[Opening Task data section]
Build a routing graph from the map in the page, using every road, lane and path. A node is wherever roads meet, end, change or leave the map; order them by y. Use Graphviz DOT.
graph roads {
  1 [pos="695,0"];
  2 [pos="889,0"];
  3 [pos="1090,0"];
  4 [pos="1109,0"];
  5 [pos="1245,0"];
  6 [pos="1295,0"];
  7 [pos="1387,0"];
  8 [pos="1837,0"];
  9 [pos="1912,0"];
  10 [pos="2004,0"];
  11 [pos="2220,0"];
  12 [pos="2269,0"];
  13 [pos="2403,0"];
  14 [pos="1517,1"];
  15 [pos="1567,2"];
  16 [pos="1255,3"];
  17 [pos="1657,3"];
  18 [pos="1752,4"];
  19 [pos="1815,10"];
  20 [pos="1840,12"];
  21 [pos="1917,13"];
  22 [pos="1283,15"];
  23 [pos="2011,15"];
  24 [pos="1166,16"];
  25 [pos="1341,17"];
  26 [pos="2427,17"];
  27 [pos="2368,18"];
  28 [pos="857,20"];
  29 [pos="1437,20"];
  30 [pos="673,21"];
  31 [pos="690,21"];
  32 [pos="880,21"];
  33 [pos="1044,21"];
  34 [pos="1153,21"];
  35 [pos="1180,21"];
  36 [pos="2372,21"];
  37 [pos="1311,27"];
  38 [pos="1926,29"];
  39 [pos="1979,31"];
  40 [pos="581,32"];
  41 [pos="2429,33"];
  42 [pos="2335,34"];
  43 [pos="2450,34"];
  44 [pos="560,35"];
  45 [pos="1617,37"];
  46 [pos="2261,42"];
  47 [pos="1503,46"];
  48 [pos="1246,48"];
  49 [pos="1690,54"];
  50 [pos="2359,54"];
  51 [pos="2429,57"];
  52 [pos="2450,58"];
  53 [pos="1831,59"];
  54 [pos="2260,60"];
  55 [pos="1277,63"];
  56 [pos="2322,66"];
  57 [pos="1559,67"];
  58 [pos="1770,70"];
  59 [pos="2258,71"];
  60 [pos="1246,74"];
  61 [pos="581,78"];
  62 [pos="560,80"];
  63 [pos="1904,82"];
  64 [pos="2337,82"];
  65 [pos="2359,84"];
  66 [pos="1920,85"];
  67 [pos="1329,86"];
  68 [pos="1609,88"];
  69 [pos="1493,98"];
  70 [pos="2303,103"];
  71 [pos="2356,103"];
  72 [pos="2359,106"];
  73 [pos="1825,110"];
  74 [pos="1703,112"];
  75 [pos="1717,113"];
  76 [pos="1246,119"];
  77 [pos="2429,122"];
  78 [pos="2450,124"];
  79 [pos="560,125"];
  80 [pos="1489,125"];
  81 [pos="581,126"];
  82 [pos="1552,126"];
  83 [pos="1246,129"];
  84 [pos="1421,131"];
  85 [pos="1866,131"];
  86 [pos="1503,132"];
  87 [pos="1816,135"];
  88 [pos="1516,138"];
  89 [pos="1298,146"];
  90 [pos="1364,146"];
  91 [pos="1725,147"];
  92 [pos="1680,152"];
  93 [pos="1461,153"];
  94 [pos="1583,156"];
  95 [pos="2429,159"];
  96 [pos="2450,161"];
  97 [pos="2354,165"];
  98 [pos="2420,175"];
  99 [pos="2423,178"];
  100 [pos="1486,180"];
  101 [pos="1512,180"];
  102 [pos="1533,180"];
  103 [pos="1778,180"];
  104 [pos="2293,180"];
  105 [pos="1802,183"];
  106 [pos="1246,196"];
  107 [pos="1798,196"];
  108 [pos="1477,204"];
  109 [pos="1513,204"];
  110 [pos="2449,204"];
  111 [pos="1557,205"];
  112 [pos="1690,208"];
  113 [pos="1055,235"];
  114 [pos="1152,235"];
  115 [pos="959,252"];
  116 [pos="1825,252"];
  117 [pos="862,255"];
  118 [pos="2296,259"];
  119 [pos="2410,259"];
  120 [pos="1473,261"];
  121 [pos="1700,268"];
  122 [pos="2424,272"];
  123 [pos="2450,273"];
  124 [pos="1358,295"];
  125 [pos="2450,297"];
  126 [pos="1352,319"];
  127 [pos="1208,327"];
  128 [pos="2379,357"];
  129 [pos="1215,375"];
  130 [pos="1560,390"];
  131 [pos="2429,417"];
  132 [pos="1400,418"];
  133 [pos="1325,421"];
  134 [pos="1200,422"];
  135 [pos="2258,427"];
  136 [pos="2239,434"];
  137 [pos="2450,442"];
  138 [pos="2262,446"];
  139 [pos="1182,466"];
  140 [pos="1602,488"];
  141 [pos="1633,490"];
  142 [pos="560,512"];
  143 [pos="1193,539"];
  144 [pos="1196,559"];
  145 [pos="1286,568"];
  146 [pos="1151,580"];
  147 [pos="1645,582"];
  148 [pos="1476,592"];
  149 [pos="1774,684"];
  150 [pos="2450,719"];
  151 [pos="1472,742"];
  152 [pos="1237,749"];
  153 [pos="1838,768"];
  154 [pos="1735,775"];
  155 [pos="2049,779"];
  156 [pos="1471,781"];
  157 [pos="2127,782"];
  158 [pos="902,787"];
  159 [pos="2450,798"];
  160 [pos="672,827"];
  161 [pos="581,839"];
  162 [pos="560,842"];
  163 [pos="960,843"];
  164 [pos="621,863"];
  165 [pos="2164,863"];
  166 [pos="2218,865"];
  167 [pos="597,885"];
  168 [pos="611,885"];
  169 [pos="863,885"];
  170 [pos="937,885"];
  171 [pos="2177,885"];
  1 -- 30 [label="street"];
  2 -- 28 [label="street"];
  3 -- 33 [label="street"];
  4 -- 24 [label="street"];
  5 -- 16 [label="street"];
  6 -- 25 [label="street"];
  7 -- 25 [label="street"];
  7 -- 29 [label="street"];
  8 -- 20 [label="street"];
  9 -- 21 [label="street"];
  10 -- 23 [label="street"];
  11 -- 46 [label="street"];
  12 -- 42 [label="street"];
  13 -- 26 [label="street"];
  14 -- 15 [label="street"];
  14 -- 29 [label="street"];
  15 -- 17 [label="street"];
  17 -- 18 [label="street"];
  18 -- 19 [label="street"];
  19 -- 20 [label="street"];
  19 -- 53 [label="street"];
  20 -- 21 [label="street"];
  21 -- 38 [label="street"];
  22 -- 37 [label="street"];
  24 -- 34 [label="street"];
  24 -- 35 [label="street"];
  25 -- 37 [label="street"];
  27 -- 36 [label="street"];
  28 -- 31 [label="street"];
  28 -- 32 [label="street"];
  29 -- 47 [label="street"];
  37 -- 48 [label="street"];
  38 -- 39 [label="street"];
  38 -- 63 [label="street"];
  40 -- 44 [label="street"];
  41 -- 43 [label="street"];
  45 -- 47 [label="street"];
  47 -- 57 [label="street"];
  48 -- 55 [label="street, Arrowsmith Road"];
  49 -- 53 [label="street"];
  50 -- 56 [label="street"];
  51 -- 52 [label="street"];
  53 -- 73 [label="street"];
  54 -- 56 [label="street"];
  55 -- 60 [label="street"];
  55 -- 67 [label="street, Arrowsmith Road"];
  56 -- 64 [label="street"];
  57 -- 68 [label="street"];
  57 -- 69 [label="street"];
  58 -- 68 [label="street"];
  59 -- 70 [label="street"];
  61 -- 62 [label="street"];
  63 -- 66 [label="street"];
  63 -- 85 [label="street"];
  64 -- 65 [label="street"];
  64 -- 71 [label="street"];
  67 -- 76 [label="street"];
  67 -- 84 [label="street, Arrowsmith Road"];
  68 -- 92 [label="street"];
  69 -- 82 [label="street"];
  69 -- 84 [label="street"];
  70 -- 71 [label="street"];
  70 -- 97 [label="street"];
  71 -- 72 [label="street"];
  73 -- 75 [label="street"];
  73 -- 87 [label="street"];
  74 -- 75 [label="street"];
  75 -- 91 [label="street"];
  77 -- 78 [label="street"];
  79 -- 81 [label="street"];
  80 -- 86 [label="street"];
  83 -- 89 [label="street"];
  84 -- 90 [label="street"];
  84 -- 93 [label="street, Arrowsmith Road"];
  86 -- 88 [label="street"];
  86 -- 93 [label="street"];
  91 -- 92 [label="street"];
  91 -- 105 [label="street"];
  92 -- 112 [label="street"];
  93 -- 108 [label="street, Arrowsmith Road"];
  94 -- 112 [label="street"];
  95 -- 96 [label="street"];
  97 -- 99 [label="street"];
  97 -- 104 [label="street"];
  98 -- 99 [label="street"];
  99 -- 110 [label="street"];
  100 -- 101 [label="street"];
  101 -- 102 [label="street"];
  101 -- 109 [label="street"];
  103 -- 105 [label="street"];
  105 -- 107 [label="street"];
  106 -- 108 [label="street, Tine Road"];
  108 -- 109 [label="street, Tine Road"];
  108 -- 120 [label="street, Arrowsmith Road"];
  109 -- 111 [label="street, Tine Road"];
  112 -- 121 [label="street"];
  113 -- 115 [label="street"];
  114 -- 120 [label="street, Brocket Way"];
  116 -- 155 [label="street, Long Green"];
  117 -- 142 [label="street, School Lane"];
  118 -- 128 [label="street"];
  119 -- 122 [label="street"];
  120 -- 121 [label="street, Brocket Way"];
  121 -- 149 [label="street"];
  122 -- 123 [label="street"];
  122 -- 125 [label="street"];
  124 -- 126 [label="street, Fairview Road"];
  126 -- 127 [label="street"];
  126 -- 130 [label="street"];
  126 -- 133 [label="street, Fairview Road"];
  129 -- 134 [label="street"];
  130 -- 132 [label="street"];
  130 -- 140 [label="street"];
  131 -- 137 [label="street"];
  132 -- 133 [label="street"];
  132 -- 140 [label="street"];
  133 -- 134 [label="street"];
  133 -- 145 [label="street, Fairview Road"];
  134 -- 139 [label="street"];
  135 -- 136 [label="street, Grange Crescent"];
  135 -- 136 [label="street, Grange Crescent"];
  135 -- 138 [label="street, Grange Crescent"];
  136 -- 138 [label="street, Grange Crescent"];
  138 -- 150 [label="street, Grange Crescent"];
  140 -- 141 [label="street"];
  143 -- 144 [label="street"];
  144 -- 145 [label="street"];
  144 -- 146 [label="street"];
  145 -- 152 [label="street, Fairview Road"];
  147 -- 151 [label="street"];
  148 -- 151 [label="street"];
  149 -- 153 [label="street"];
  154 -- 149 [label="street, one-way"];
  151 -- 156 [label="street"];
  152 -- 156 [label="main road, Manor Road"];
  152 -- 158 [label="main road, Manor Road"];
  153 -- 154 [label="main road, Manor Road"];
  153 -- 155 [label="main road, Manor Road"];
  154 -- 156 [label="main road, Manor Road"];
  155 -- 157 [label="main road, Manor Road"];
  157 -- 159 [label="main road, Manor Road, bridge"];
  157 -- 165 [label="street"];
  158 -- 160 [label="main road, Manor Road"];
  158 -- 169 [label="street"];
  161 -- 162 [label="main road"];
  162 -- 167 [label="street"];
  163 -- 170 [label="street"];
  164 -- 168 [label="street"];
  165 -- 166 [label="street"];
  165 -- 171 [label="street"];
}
[Closing Task data section]
Only lines holding the word "Arrowsmith" belong in the answer; copy all of them from the records.

[Task answer]
  48 -- 55 [label="street, Arrowsmith Road"];
  55 -- 67 [label="street, Arrowsmith Road"];
  67 -- 84 [label="street, Arrowsmith Road"];
  84 -- 93 [label="street, Arrowsmith Road"];
  93 -- 108 [label="street, Arrowsmith Road"];
  108 -- 120 [label="street, Arrowsmith Road"];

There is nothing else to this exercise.